Task brief:
Check each line of the listing for the word "highway" and report the ones that have it.

Dataset content:
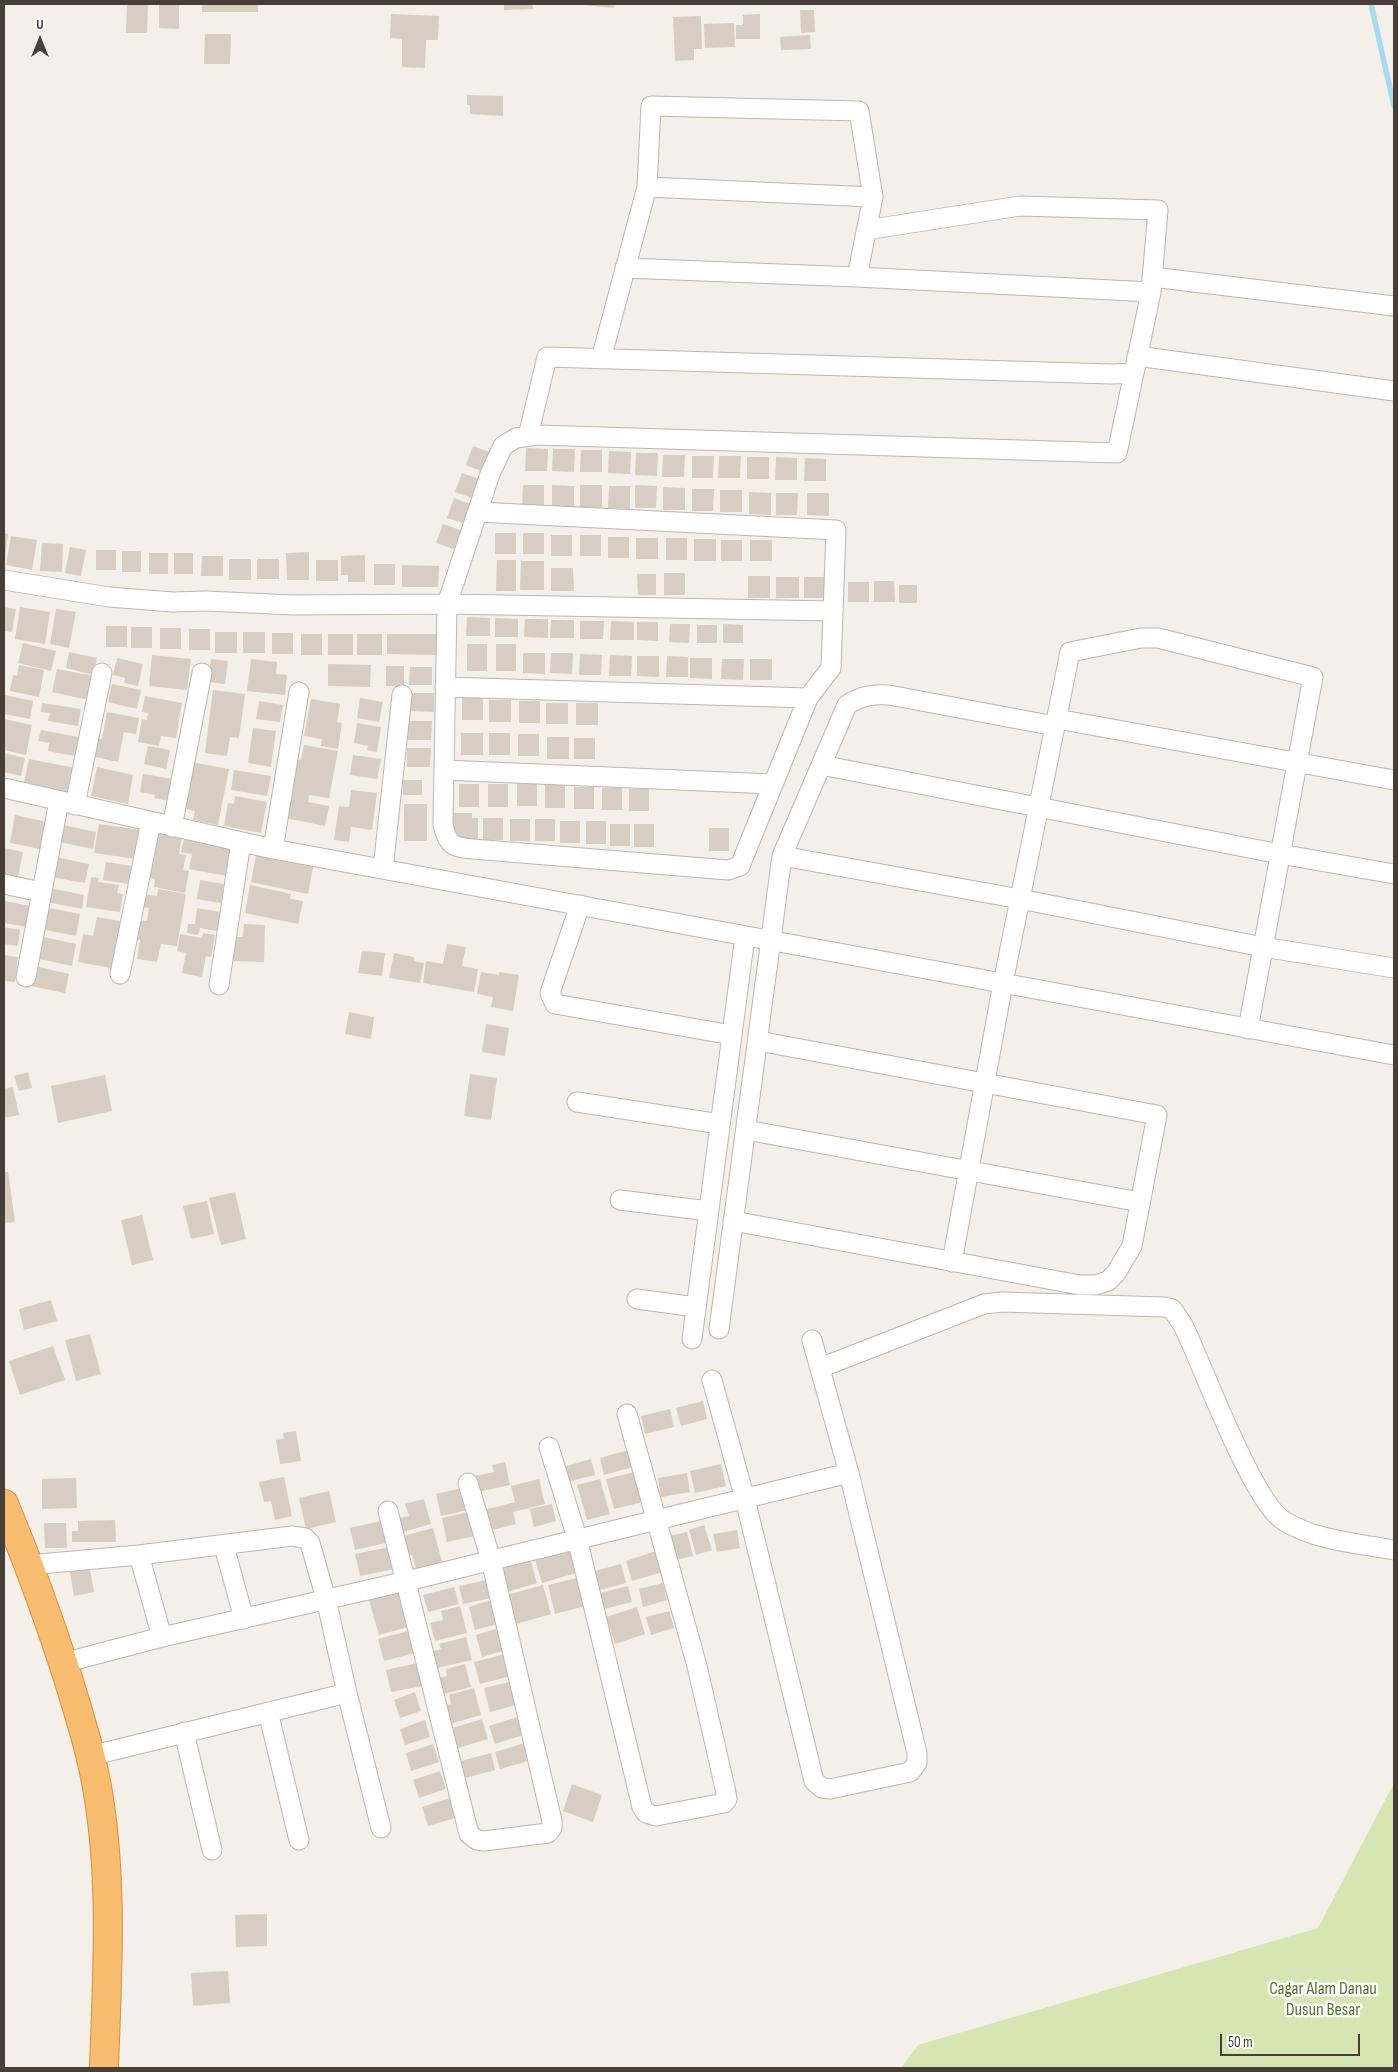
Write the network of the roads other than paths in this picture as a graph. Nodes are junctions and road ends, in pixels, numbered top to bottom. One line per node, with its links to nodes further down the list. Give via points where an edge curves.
1 (647, 187): 2 (street); 2 (street, via 651,106 859,111); 4 (street)
2 (873, 197): 3 (street)
3 (866, 230): 5 (street); 6 (street, via 1020,206 1158,210)
4 (625, 268): 5 (street); 8 (street)
5 (857, 277): 6 (street)
6 (1152, 284): 7 (street); 9 (street)
7 (1394, 306)
8 (600, 359): 9 (street, via 1102,374); 11 (street, via 547,357)
9 (1135, 365): 10 (street); 11 (street, via 1117,453)
10 (1394, 391)
11 (528, 436): 12 (street, via 516,438 503,446)
12 (478, 512): 14 (street); 15 (street, via 836,530)
13 (4, 580): 14 (street, via 152,602)
14 (447, 604): 15 (street); 18 (street)
15 (832, 611): 21 (street, via 831,668)
16 (102, 673): 29 (street)
17 (202, 673): 32 (street)
18 (445, 687): 21 (street); 25 (street)
19 (299, 692): 34 (street)
20 (402, 695): 37 (street)
21 (808, 698): 27 (street)
22 (1056, 722): 23 (street); 23 (street, via 1070,652 1141,638 1158,638 1313,677); 24 (street, via 870,694 847,706); 30 (street)
23 (1298, 762): 26 (street); 35 (street)
24 (821, 765): 30 (street); 36 (street)
25 (444, 770): 27 (street); 27 (street, via 443,825 446,838 455,847 728,870 740,866)
26 (1394, 780)
27 (774, 784)
28 (4, 788): 29 (street)
29 (67, 803): 31 (street); 40 (street)
30 (1039, 806): 35 (street); 41 (street)
31 (152, 822): 32 (street); 47 (street)
32 (172, 827): 33 (street)
33 (241, 842): 34 (street); 50 (street)
34 (273, 849): 37 (street)
35 (1280, 854): 38 (street); 45 (street)
36 (782, 856): 41 (street); 44 (street)
37 (383, 869): 42 (street)
38 (1394, 874)
39 (4, 884): 40 (street)
40 (41, 892): 48 (street)
41 (1020, 899): 45 (street); 49 (street)
42 (580, 905): 43 (street); 52 (street, via 550,993 555,1004)
43 (745, 936): 44 (street); 52 (street)
44 (771, 940): 49 (street); 53 (street)
45 (1263, 947): 46 (street); 51 (street)
46 (1394, 968)
47 (120, 974)
48 (26, 977)
49 (1003, 983): 51 (street); 55 (street)
50 (219, 985)
51 (1248, 1029): 54 (street)
52 (732, 1035): 57 (street)
53 (758, 1041): 55 (street); 58 (street)
54 (1394, 1055)
55 (986, 1083): 59 (street); 61 (street, via 1157,1115)
56 (577, 1102): 57 (street)
57 (720, 1124): 62 (street)
58 (746, 1130): 59 (street); 63 (street)
59 (969, 1170): 61 (street); 64 (street)
60 (620, 1200): 62 (street)
61 (1140, 1202): 64 (street, via 1132,1246 1116,1273 1096,1286)
62 (709, 1211): 66 (street)
63 (734, 1221): 64 (street); 67 (street)
64 (952, 1262)
65 (637, 1299): 66 (street)
66 (696, 1307): 68 (street)
67 (719, 1329)
68 (692, 1339)
69 (812, 1340): 70 (street)
70 (820, 1368): 74 (street); 82 (street, via 984,1304 1123,1305 1172,1309 1184,1325 1233,1437 1272,1510 1282,1520 1314,1536)
71 (712, 1380): 76 (street)
72 (628, 1414): 79 (street)
73 (549, 1448): 80 (street)
74 (849, 1473): 76 (street); 76 (street, via 917,1753 916,1766 905,1774 830,1789 822,1788 814,1781)
75 (468, 1483): 84 (street)
76 (745, 1499): 79 (street)
77 (388, 1511): 86 (street)
78 (6, 1514): 85 (highway)
79 (656, 1520): 80 (street); 80 (street, via 697,1666 725,1788 727,1798 718,1805 656,1816 646,1813 642,1807)
80 (577, 1538): 84 (street)
81 (224, 1546): 83 (street); 87 (street, via 292,1536 305,1538 310,1543); 88 (street)
82 (1394, 1550)
83 (139, 1555): 85 (street); 89 (street)
84 (491, 1560): 86 (street); 86 (street, via 552,1821 548,1833 484,1841 469,1834)
85 (29, 1565): 90 (highway)
86 (406, 1581): 87 (street)
87 (326, 1599): 88 (street); 91 (street)
88 (244, 1619): 89 (street)
89 (162, 1637): 90 (street)
90 (62, 1663): 94 (highway)
91 (347, 1693): 92 (street); 95 (street)
92 (268, 1712): 93 (street); 96 (street)
93 (184, 1732): 94 (street); 97 (street)
94 (90, 1756): 98 (highway, via 99,1798 108,1886)
95 (381, 1828)
96 (299, 1840)
97 (212, 1850)
98 (104, 2068)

Solution to this task:
78 (6, 1514): 85 (highway)
85 (29, 1565): 90 (highway)
90 (62, 1663): 94 (highway)
94 (90, 1756): 98 (highway, via 99,1798 108,1886)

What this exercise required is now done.